I felt the urge to laugh. I would hardly call sitting at a desk sorting through thousands and thousands of case files dangerous. Atticus noticed the smile that stretched across my face, and raised his eyebrows questioningly.

“I wouldn’t exactly say my job was dangerous, Mr. Debole,” I explained.

“I’m sure my father wouldn’t have suggested you if he didn’t think you were capable.”

“Capable of what?”

There was a pause as Atticus pulled another piece of parchment out of his robe pocket and handed it to me. This time it was a newspaper cutting rather than a letter. It was a picture of a young man and woman, both with sandy blonde hair and dark brown eyes. The girl was pretty.

“Who are these people?”

“The man on the left is Henry Copperfield. The woman is his sister. The organisation I represent have reason to believe that he is a dark wizard, currently operating in Western Europe.”

I replaced the photograph on the table and breathed heavily through my nose. I knew that Scorpius and Uncle Harry were looking for this man. Atticus Debole knew his name. He and his father must be involved in something far darker than the usual Auror practice.

“He has killed thirteen Muggles to date,” Atticus said, and his voice was colder now and more cutting.

My breathing became sharper and I looked at the photograph again. Any mention of murder or death and the vision of Lorcan surrounded by his own blood flashed before my eyes.
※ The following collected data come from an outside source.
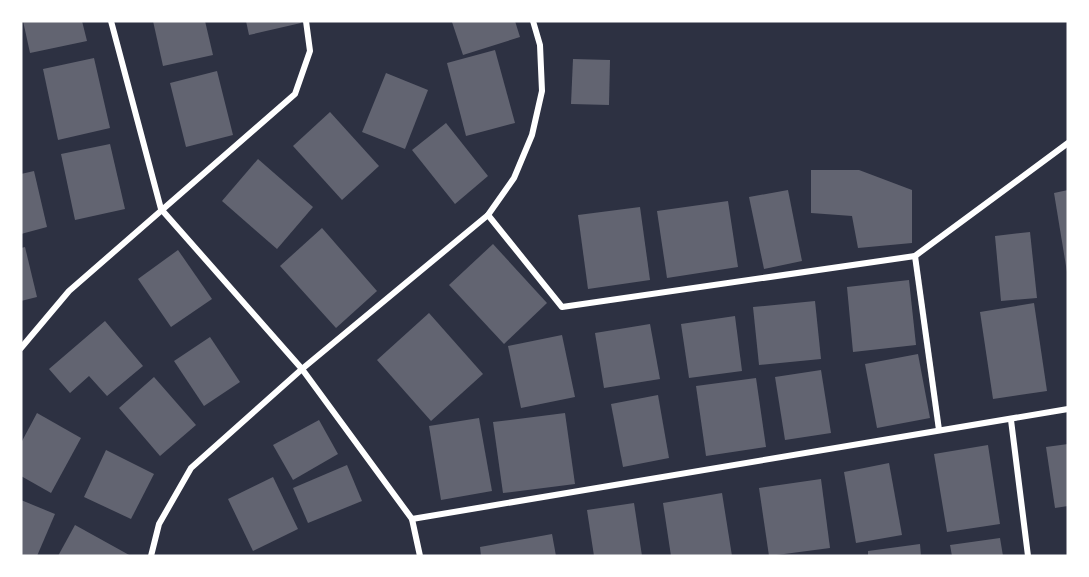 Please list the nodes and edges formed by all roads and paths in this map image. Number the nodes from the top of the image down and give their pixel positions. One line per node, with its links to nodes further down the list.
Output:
1 (111, 21): 5 (street)
2 (306, 21): 5 (street)
3 (533, 21): 6 (street)
4 (1068, 143): 7 (street)
5 (161, 209): 8 (street); 9 (street)
6 (488, 215): 7 (street); 9 (street)
7 (915, 256): 12 (street)
8 (21, 348)
9 (302, 369): 13 (street); 14 (street)
10 (1068, 410): 11 (street)
11 (1011, 420): 12 (street); 16 (street)
12 (939, 430): 13 (street)
13 (412, 519): 15 (street)
14 (151, 556)
15 (420, 556)
16 (1028, 556) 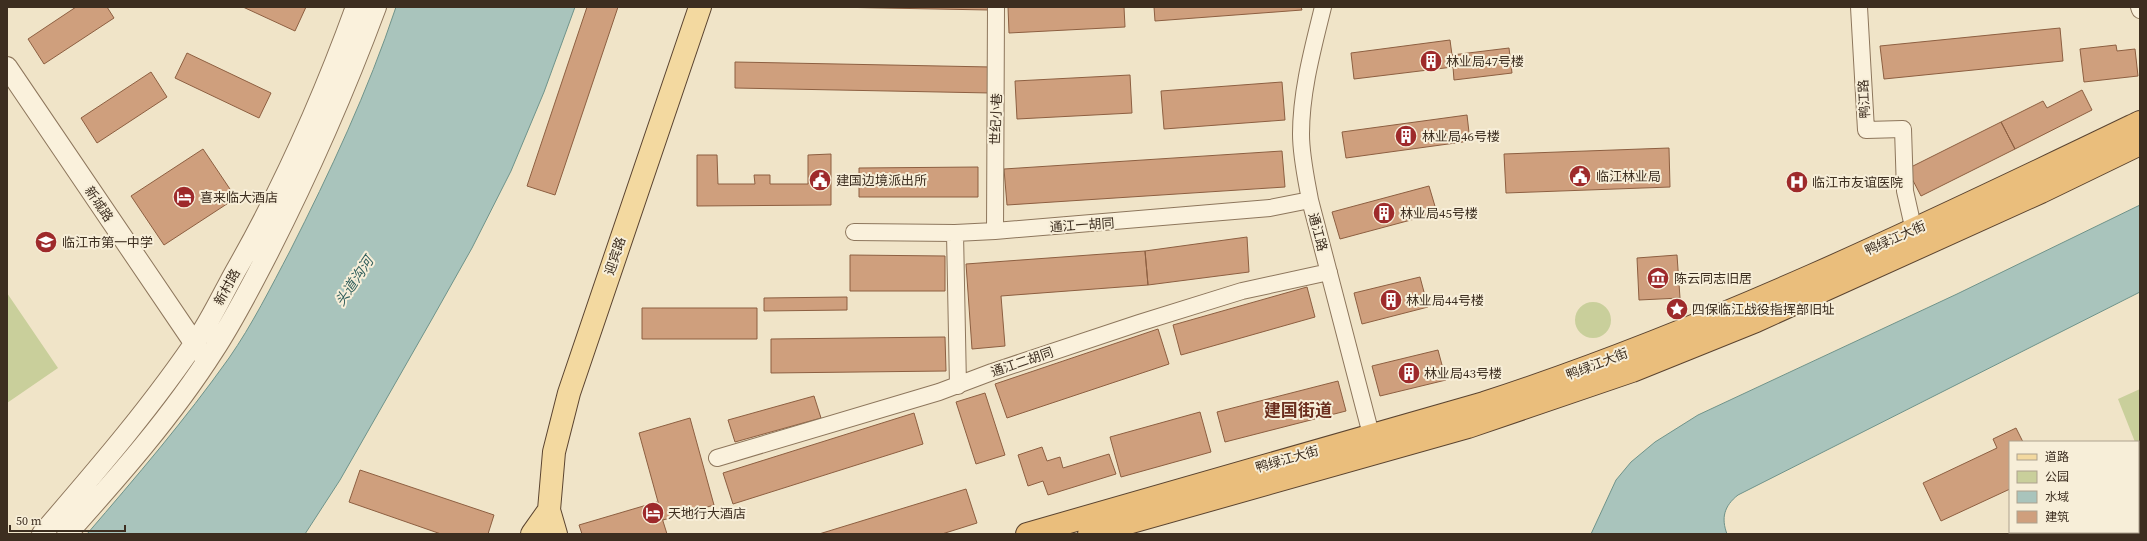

All that blood. My eyes flickered to the man’s face. He looked innocent, like a small child, still with his chubby cheeks and slightly piggy eyes. Even in the picture, I didn’t dare underestimate him. I had underestimated Lysander.

“And?” I said quietly, still not quite understanding what Atticus was trying to tell me.

“My organisation has been given the task of hunting down this man. We have proof against him. He won’t have a trial.”

“He’s going to be thrown into Azkaban unfairly?”

Atticus shuffled uncomfortably in his chair, and smiled awkwardly.

“He’s going to be given a Dementor’s kiss without trial?”

“Not quite.”

The two words hung thickly in the air. Perhaps Scorpius had been right when he had told me that Atticus Debole was a little bit strange. My fingers tapped a rhythm unconsciously on the table.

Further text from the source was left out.